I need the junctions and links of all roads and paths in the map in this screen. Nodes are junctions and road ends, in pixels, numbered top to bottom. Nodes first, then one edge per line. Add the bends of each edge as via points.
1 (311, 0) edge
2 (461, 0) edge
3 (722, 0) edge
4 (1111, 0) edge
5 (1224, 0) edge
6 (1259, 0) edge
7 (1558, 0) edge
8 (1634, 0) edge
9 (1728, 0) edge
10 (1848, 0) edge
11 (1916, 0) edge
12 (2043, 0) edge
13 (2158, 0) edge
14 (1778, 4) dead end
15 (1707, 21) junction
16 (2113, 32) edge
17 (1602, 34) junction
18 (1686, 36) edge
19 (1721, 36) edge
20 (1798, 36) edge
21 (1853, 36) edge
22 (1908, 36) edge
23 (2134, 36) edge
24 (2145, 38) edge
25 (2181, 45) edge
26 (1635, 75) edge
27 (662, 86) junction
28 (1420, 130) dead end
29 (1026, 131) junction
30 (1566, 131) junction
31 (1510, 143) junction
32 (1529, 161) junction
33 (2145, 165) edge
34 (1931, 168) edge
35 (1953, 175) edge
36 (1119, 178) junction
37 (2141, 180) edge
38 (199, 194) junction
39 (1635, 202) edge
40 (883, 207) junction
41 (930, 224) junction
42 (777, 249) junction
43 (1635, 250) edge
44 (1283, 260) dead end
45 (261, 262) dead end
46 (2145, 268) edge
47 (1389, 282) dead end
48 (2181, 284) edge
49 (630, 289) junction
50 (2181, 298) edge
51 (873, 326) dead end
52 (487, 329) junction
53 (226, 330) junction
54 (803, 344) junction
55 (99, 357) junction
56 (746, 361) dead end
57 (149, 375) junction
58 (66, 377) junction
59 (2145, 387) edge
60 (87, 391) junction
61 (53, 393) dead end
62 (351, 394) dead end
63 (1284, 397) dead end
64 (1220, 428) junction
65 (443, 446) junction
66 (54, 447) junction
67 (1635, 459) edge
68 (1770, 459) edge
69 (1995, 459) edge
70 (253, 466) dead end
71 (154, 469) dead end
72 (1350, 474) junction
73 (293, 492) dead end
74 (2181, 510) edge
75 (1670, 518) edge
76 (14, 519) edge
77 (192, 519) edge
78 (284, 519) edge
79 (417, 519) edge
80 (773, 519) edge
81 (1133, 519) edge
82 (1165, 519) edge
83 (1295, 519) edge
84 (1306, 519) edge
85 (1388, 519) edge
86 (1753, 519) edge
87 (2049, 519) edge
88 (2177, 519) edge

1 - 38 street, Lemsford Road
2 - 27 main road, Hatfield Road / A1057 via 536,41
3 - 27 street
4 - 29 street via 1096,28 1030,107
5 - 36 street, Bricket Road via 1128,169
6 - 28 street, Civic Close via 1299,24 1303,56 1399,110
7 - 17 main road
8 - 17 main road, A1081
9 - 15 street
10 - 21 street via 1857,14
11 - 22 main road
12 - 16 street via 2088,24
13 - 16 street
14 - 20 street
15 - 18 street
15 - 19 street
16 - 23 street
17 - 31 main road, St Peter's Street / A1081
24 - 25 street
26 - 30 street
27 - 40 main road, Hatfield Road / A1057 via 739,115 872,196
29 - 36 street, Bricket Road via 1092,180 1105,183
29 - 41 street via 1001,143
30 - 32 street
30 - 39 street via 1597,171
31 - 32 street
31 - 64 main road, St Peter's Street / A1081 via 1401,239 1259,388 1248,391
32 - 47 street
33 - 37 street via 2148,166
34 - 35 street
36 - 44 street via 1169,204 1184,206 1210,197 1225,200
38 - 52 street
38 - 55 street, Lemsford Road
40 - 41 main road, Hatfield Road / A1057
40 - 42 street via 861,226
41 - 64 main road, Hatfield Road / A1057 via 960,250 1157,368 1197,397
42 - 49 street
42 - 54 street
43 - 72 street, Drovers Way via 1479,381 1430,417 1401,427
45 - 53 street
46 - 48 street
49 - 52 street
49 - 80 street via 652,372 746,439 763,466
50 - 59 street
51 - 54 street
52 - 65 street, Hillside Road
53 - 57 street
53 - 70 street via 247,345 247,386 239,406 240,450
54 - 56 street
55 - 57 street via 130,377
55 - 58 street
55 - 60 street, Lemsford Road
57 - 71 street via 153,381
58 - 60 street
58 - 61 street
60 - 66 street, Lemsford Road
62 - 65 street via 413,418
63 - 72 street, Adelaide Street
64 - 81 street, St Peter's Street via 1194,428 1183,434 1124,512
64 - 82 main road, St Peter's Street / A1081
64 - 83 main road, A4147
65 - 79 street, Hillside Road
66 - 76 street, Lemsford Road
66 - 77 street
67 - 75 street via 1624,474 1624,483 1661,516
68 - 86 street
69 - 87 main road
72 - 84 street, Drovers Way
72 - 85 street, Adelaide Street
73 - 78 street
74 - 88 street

◆ **Exercise requirements**
Set the listing above down once more in full, exactly as it is.

◆ **Reply to the task**
I need the junctions and links of all roads and paths in the map in this screen. Nodes are junctions and road ends, in pixels, numbered top to bottom. Nodes first, then one edge per line. Add the bends of each edge as via points.
1 (311, 0) edge
2 (461, 0) edge
3 (722, 0) edge
4 (1111, 0) edge
5 (1224, 0) edge
6 (1259, 0) edge
7 (1558, 0) edge
8 (1634, 0) edge
9 (1728, 0) edge
10 (1848, 0) edge
11 (1916, 0) edge
12 (2043, 0) edge
13 (2158, 0) edge
14 (1778, 4) dead end
15 (1707, 21) junction
16 (2113, 32) edge
17 (1602, 34) junction
18 (1686, 36) edge
19 (1721, 36) edge
20 (1798, 36) edge
21 (1853, 36) edge
22 (1908, 36) edge
23 (2134, 36) edge
24 (2145, 38) edge
25 (2181, 45) edge
26 (1635, 75) edge
27 (662, 86) junction
28 (1420, 130) dead end
29 (1026, 131) junction
30 (1566, 131) junction
31 (1510, 143) junction
32 (1529, 161) junction
33 (2145, 165) edge
34 (1931, 168) edge
35 (1953, 175) edge
36 (1119, 178) junction
37 (2141, 180) edge
38 (199, 194) junction
39 (1635, 202) edge
40 (883, 207) junction
41 (930, 224) junction
42 (777, 249) junction
43 (1635, 250) edge
44 (1283, 260) dead end
45 (261, 262) dead end
46 (2145, 268) edge
47 (1389, 282) dead end
48 (2181, 284) edge
49 (630, 289) junction
50 (2181, 298) edge
51 (873, 326) dead end
52 (487, 329) junction
53 (226, 330) junction
54 (803, 344) junction
55 (99, 357) junction
56 (746, 361) dead end
57 (149, 375) junction
58 (66, 377) junction
59 (2145, 387) edge
60 (87, 391) junction
61 (53, 393) dead end
62 (351, 394) dead end
63 (1284, 397) dead end
64 (1220, 428) junction
65 (443, 446) junction
66 (54, 447) junction
67 (1635, 459) edge
68 (1770, 459) edge
69 (1995, 459) edge
70 (253, 466) dead end
71 (154, 469) dead end
72 (1350, 474) junction
73 (293, 492) dead end
74 (2181, 510) edge
75 (1670, 518) edge
76 (14, 519) edge
77 (192, 519) edge
78 (284, 519) edge
79 (417, 519) edge
80 (773, 519) edge
81 (1133, 519) edge
82 (1165, 519) edge
83 (1295, 519) edge
84 (1306, 519) edge
85 (1388, 519) edge
86 (1753, 519) edge
87 (2049, 519) edge
88 (2177, 519) edge

1 - 38 street, Lemsford Road
2 - 27 main road, Hatfield Road / A1057 via 536,41
3 - 27 street
4 - 29 street via 1096,28 1030,107
5 - 36 street, Bricket Road via 1128,169
6 - 28 street, Civic Close via 1299,24 1303,56 1399,110
7 - 17 main road
8 - 17 main road, A1081
9 - 15 street
10 - 21 street via 1857,14
11 - 22 main road
12 - 16 street via 2088,24
13 - 16 street
14 - 20 street
15 - 18 street
15 - 19 street
16 - 23 street
17 - 31 main road, St Peter's Street / A1081
24 - 25 street
26 - 30 street
27 - 40 main road, Hatfield Road / A1057 via 739,115 872,196
29 - 36 street, Bricket Road via 1092,180 1105,183
29 - 41 street via 1001,143
30 - 32 street
30 - 39 street via 1597,171
31 - 32 street
31 - 64 main road, St Peter's Street / A1081 via 1401,239 1259,388 1248,391
32 - 47 street
33 - 37 street via 2148,166
34 - 35 street
36 - 44 street via 1169,204 1184,206 1210,197 1225,200
38 - 52 street
38 - 55 street, Lemsford Road
40 - 41 main road, Hatfield Road / A1057
40 - 42 street via 861,226
41 - 64 main road, Hatfield Road / A1057 via 960,250 1157,368 1197,397
42 - 49 street
42 - 54 street
43 - 72 street, Drovers Way via 1479,381 1430,417 1401,427
45 - 53 street
46 - 48 street
49 - 52 street
49 - 80 street via 652,372 746,439 763,466
50 - 59 street
51 - 54 street
52 - 65 street, Hillside Road
53 - 57 street
53 - 70 street via 247,345 247,386 239,406 240,450
54 - 56 street
55 - 57 street via 130,377
55 - 58 street
55 - 60 street, Lemsford Road
57 - 71 street via 153,381
58 - 60 street
58 - 61 street
60 - 66 street, Lemsford Road
62 - 65 street via 413,418
63 - 72 street, Adelaide Street
64 - 81 street, St Peter's Street via 1194,428 1183,434 1124,512
64 - 82 main road, St Peter's Street / A1081
64 - 83 main road, A4147
65 - 79 street, Hillside Road
66 - 76 street, Lemsford Road
66 - 77 street
67 - 75 street via 1624,474 1624,483 1661,516
68 - 86 street
69 - 87 main road
72 - 84 street, Drovers Way
72 - 85 street, Adelaide Street
73 - 78 street
74 - 88 street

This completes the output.